All of the data is to be printed again exactly as it appears.

---------- Supplied records ----------

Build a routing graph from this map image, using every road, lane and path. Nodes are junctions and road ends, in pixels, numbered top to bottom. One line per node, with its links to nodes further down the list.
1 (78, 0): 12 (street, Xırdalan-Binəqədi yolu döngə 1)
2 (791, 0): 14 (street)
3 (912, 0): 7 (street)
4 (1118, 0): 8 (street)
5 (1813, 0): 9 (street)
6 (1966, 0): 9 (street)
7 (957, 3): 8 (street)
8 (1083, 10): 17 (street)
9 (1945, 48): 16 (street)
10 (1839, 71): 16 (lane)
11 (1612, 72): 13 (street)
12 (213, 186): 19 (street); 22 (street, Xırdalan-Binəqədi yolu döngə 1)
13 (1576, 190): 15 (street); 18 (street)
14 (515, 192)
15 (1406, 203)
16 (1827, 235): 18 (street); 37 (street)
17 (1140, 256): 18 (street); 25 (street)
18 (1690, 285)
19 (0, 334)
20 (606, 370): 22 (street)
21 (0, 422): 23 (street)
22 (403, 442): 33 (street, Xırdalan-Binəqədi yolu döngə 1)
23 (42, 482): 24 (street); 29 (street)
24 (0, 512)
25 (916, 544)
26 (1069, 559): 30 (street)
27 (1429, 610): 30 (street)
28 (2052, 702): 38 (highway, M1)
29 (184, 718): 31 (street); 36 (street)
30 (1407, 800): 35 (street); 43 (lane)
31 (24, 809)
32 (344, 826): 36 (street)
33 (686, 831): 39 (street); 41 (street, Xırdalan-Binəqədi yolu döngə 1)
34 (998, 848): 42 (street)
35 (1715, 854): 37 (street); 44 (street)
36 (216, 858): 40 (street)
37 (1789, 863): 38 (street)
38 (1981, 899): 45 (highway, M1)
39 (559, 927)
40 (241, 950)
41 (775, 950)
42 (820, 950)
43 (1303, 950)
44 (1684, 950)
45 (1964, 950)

----------

→ Exercise result
Build a routing graph from this map image, using every road, lane and path. Nodes are junctions and road ends, in pixels, numbered top to bottom. One line per node, with its links to nodes further down the list.
1 (78, 0): 12 (street, Xırdalan-Binəqədi yolu döngə 1)
2 (791, 0): 14 (street)
3 (912, 0): 7 (street)
4 (1118, 0): 8 (street)
5 (1813, 0): 9 (street)
6 (1966, 0): 9 (street)
7 (957, 3): 8 (street)
8 (1083, 10): 17 (street)
9 (1945, 48): 16 (street)
10 (1839, 71): 16 (lane)
11 (1612, 72): 13 (street)
12 (213, 186): 19 (street); 22 (street, Xırdalan-Binəqədi yolu döngə 1)
13 (1576, 190): 15 (street); 18 (street)
14 (515, 192)
15 (1406, 203)
16 (1827, 235): 18 (street); 37 (street)
17 (1140, 256): 18 (street); 25 (street)
18 (1690, 285)
19 (0, 334)
20 (606, 370): 22 (street)
21 (0, 422): 23 (street)
22 (403, 442): 33 (street, Xırdalan-Binəqədi yolu döngə 1)
23 (42, 482): 24 (street); 29 (street)
24 (0, 512)
25 (916, 544)
26 (1069, 559): 30 (street)
27 (1429, 610): 30 (street)
28 (2052, 702): 38 (highway, M1)
29 (184, 718): 31 (street); 36 (street)
30 (1407, 800): 35 (street); 43 (lane)
31 (24, 809)
32 (344, 826): 36 (street)
33 (686, 831): 39 (street); 41 (street, Xırdalan-Binəqədi yolu döngə 1)
34 (998, 848): 42 (street)
35 (1715, 854): 37 (street); 44 (street)
36 (216, 858): 40 (street)
37 (1789, 863): 38 (street)
38 (1981, 899): 45 (highway, M1)
39 (559, 927)
40 (241, 950)
41 (775, 950)
42 (820, 950)
43 (1303, 950)
44 (1684, 950)
45 (1964, 950)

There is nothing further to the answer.